Imported runs from the SRP090954 project are large. For a quick test of import_sra, import SRR1761155 from SRP052298.

import_sra --project SRP052298 \
           --runs SRR1761155 \
           --path_seq_run /data/seq/by_run \
           --path_seq_prepared /data/seq/prepared \
           --dump_sra \
           --db_import \
           --create_links

Result

Files

The import_sra script creates the following files including the data files (in prepared folder as files are converted from SRA to FASTQ files) and symbolic links:

/data/seq
├── [4.0K]  by_run
│   ├── [4.0K]  SRR4375304
│   │   ├── [  48]  SRR4375304_R1.fastq.zst -> ../../prepared/SRP090954/SRR4375304_R1.fastq.zst
│   │   └── [  48]  SRR4375304_R2.fastq.zst -> ../../prepared/SRP090954/SRR4375304_R2.fastq.zst
│   └── [4.0K]  SRR4375305
│       ├── [  48]  SRR4375305_R1.fastq.zst -> ../../prepared/SRP090954/SRR4375305_R1.fastq.zst
│       └── [  48]  SRR4375305_R2.fastq.zst -> ../../prepared/SRP090954/SRR4375305_R2.fastq.zst
└── [4.0K]  prepared
    └── [4.0K]  SRP090954
        ├── [205M]  SRR4375304_R1.fastq.zst
        ├── [202M]  SRR4375304_R2.fastq.zst
        ├── [302M]  SRR4375305_R1.fastq.zst
        └── [309M]  SRR4375305_R2.fastq.zst

Annotations

The import_sra script imports the sequencing run(s) into the database.
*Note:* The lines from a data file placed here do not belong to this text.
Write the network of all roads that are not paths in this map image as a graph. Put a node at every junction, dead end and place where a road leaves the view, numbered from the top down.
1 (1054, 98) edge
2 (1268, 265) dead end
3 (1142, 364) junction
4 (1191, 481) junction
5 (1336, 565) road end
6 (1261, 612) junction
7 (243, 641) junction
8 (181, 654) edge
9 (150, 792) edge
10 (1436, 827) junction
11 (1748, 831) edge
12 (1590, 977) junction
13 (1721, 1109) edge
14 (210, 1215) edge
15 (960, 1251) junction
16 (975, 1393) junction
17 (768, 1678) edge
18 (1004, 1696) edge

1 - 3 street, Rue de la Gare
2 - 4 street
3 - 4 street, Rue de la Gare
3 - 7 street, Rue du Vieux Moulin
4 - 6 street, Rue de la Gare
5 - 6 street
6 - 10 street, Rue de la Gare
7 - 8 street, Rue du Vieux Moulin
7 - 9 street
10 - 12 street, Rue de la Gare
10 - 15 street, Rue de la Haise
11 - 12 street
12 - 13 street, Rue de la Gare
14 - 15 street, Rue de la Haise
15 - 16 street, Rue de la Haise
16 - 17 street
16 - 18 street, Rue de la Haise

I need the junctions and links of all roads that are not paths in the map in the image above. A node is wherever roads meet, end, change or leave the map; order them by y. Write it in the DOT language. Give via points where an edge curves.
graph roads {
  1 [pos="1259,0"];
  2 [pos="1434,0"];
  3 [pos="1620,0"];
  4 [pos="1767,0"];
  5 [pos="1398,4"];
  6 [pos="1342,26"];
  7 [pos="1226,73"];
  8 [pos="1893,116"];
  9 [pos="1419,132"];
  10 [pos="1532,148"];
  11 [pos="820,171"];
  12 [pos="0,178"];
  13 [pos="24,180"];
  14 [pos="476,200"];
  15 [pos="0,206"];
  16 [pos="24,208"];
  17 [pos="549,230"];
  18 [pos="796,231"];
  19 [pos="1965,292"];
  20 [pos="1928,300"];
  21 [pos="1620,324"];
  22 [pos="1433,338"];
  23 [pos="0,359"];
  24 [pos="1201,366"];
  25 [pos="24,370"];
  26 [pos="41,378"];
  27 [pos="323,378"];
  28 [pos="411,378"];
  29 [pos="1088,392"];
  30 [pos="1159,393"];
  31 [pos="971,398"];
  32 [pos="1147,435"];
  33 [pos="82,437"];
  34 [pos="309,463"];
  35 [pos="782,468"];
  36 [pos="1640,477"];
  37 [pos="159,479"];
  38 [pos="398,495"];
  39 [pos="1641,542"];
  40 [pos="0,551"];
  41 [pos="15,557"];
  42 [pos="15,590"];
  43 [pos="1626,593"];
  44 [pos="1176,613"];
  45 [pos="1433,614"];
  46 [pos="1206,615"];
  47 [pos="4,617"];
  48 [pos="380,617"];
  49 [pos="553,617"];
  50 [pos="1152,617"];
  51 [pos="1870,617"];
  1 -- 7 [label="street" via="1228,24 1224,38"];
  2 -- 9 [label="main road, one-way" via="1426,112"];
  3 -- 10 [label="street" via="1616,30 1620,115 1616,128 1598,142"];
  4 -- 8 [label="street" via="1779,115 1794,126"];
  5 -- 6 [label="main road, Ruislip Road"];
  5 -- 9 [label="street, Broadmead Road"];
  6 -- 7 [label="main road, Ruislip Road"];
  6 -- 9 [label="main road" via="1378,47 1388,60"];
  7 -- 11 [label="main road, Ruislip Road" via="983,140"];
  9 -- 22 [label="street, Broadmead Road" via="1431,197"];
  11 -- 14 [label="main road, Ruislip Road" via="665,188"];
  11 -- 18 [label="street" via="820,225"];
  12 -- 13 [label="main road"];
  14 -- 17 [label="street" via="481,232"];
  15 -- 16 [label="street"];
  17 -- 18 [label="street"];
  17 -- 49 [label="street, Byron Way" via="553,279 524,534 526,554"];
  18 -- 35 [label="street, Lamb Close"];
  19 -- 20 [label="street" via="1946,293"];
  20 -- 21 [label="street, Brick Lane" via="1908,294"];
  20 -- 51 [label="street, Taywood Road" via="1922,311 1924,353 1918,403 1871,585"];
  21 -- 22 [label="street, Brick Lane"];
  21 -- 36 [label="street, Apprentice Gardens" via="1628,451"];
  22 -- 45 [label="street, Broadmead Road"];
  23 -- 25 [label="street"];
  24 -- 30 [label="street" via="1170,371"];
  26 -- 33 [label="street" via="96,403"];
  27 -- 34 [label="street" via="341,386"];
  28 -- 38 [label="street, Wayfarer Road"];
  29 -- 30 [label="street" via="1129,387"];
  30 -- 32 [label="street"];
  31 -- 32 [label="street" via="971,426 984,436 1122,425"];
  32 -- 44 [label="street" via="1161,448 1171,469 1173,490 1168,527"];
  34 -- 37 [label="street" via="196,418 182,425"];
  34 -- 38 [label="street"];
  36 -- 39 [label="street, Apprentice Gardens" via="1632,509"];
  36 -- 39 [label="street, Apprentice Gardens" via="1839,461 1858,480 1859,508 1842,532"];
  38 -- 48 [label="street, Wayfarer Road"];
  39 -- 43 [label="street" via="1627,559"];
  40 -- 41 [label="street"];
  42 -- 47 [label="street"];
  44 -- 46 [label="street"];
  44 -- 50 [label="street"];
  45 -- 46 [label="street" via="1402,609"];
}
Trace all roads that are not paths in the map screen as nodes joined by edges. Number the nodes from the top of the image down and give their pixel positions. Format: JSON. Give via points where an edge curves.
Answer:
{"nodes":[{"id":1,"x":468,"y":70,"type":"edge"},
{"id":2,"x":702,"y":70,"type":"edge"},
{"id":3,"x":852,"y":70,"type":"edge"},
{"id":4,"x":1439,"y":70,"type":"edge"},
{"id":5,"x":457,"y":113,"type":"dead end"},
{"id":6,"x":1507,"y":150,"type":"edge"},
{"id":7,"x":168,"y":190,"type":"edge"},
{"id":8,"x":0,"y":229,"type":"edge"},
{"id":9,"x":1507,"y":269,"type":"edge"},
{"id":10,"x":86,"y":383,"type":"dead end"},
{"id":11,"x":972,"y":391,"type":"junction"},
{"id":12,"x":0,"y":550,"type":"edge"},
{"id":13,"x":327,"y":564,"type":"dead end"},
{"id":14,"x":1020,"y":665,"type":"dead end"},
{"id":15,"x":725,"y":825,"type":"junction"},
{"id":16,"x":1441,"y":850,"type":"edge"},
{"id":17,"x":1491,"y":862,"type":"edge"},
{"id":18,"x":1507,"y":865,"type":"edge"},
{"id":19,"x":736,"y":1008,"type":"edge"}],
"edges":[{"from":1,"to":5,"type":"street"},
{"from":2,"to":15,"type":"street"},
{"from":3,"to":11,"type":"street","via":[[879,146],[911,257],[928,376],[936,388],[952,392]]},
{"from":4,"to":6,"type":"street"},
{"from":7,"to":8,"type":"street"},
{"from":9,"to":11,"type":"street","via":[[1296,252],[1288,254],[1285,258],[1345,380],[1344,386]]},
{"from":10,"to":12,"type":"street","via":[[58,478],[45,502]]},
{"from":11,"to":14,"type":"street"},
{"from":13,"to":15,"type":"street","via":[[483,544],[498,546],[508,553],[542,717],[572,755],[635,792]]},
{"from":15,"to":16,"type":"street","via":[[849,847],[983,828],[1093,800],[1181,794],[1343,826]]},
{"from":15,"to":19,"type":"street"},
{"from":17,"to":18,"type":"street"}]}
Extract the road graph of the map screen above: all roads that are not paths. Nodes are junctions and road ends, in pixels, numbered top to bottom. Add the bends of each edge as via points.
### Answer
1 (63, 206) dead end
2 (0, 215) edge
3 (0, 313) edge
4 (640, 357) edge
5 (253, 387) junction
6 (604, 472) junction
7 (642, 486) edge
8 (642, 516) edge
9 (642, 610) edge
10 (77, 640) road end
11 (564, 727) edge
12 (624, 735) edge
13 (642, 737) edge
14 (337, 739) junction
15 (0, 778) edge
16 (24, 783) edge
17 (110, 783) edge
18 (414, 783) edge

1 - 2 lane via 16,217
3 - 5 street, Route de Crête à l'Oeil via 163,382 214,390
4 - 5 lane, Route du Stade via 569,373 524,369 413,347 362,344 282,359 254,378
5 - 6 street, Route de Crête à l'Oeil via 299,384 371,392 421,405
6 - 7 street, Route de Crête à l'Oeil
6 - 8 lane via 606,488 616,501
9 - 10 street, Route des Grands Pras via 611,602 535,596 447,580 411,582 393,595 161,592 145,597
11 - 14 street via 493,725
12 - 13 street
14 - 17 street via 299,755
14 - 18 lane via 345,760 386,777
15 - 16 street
Use the Tree view to display the new project:

SRPxxx and SRRxxx IDs are conserved and imported as-is from SRA.
SISxxx (SRA Import Sample) and (SRA Import N replicate) are created as no IDs in SRA correspond to LabxDB definition of samples and replicates and not all data providers interpret the definition of SRA samples the same way.

Tree

After annotations are imported from SRA, project and sample can be further annotated manually.